Vol. 80/No. 20 May 23, 2016
Working people today face the smoldering reality of a deepening economic, political and moral crisis of the capitalist for-profit system. No one knows this more than U.S. coal miners. Tens of thousands of coal miners have been thrown out of work. In March 2016 there were 56,700 working miners, one-third the number working in April 1985.
Five major U.S. coal companies and some 50 smaller bosses have declared bankruptcy. They use government bankruptcy courts to tear up United Mine Workers contracts and gut pensions and health care for retired miners. Today the overwhelming majority of working coal miners are in nonunion mines. Deaths, injuries and black lung disease are increasing.
Donald Trump, Bernie Sanders and Hillary Clinton, the remaining bourgeois presidential candidates, say the only way workers get jobs and see their lives improve is when the bosses make big profits. They tell us that’s how it works under capitalism, and that “we” Americans are all in it together, taking on “them” in the rest of the world.
This is a lie aimed at making us subservient to the boss class and their government.
I was part of the first wave of women who obtained jobs in the underground coal mines in the 1970s and ’80s. Together with our union brothers we fought to improve conditions in the mines. In the 1960s and ’70s coal miners carried out a revolution in our union and joined family members and other workers in coal country to wage powerful battles that won black lung benefits, medical clinics and the right to secret ballot votes on union contracts.
We won the right to union-organized safety committees in the mines and to shut down production when we found unsafe conditions. While the coal bosses have fought relentlessly to erode those gains, and over decades our union has gotten weaker, our labor and social battle is an example of what can be accomplished when we rely on our own strength and solidarity.

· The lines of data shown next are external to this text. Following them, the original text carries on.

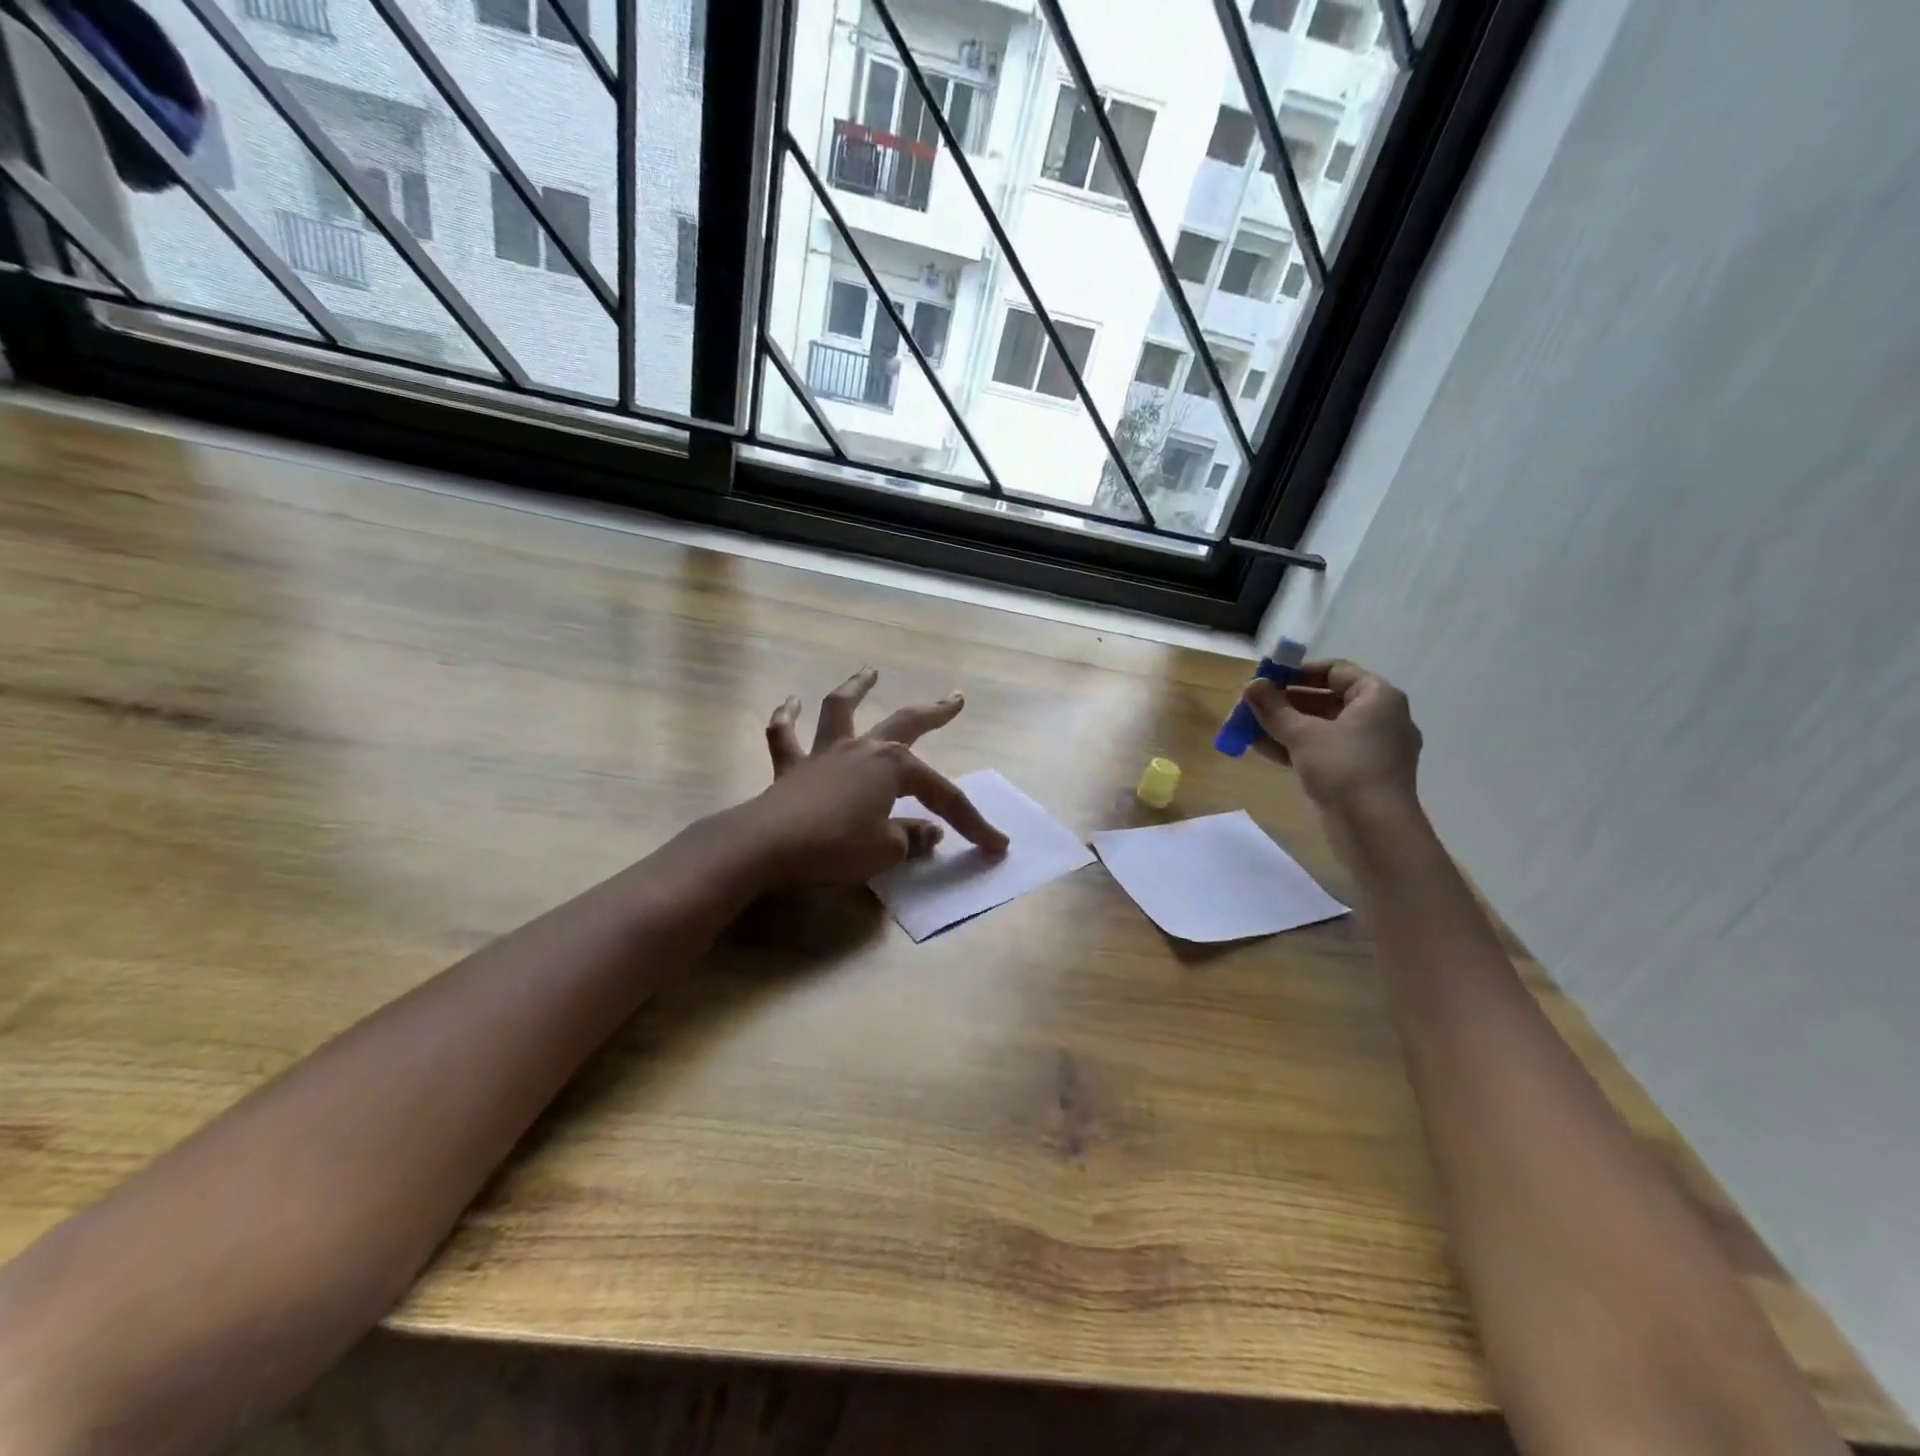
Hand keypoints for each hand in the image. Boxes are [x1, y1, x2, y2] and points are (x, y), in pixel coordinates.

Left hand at [749, 668, 1008, 887]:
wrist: (767, 845)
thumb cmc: (835, 845)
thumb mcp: (884, 851)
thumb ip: (909, 839)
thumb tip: (928, 833)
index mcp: (893, 768)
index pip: (944, 796)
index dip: (973, 822)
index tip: (997, 845)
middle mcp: (863, 749)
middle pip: (905, 724)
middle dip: (934, 712)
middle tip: (955, 698)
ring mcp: (824, 754)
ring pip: (841, 710)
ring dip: (857, 688)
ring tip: (869, 672)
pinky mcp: (790, 768)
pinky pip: (785, 736)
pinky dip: (787, 718)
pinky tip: (790, 702)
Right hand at [1242, 659, 1422, 815]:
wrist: (1375, 829)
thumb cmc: (1344, 768)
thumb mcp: (1302, 734)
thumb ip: (1274, 708)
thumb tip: (1251, 685)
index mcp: (1378, 698)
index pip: (1336, 671)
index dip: (1299, 672)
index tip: (1267, 677)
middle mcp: (1380, 719)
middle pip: (1327, 700)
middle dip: (1286, 702)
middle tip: (1252, 705)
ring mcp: (1371, 749)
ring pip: (1322, 728)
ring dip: (1285, 726)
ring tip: (1248, 727)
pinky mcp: (1359, 775)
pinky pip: (1325, 751)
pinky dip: (1296, 748)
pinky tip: (1261, 749)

Over the past year, defending life and limb was central to the overwhelming rejection of the one-man crew by rail workers at Burlington Northern, the strike by oil workers at refineries across the country and the determination of Steelworkers to battle against a lockout by ATI bosses.
In 2003, I was part of a fight to unionize the Co-Op mine near Huntington, Utah. My coworkers there, mostly immigrants from Mexico, were at the forefront of the fight for union representation, safe work conditions and better wages. Working people can’t let the bosses divide us in our fight for dignity and union power. It is our class against the bosses’ class, not “our” country against the workers of the world.
Under the capitalist system that puts profits before human needs, the inherent dangers in mining, the environmental consequences from uncontrolled burning of coal, and the energy needs of millions worldwide will never be solved.
The working class must end forever the rule of the bosses. Taking political power in our own hands, coal miners and other workers can organize to ensure no worker has to die on the job. We can take control of the stewardship of labor and the environment, and organize access to energy and electricity, equalizing workers’ conditions worldwide.
Under capitalism any transition to cleaner energy production means throwing thousands of miners out of work. The working class in power would ensure that every miner is guaranteed a socially useful job and rewarding place in the process of organizing such a transition.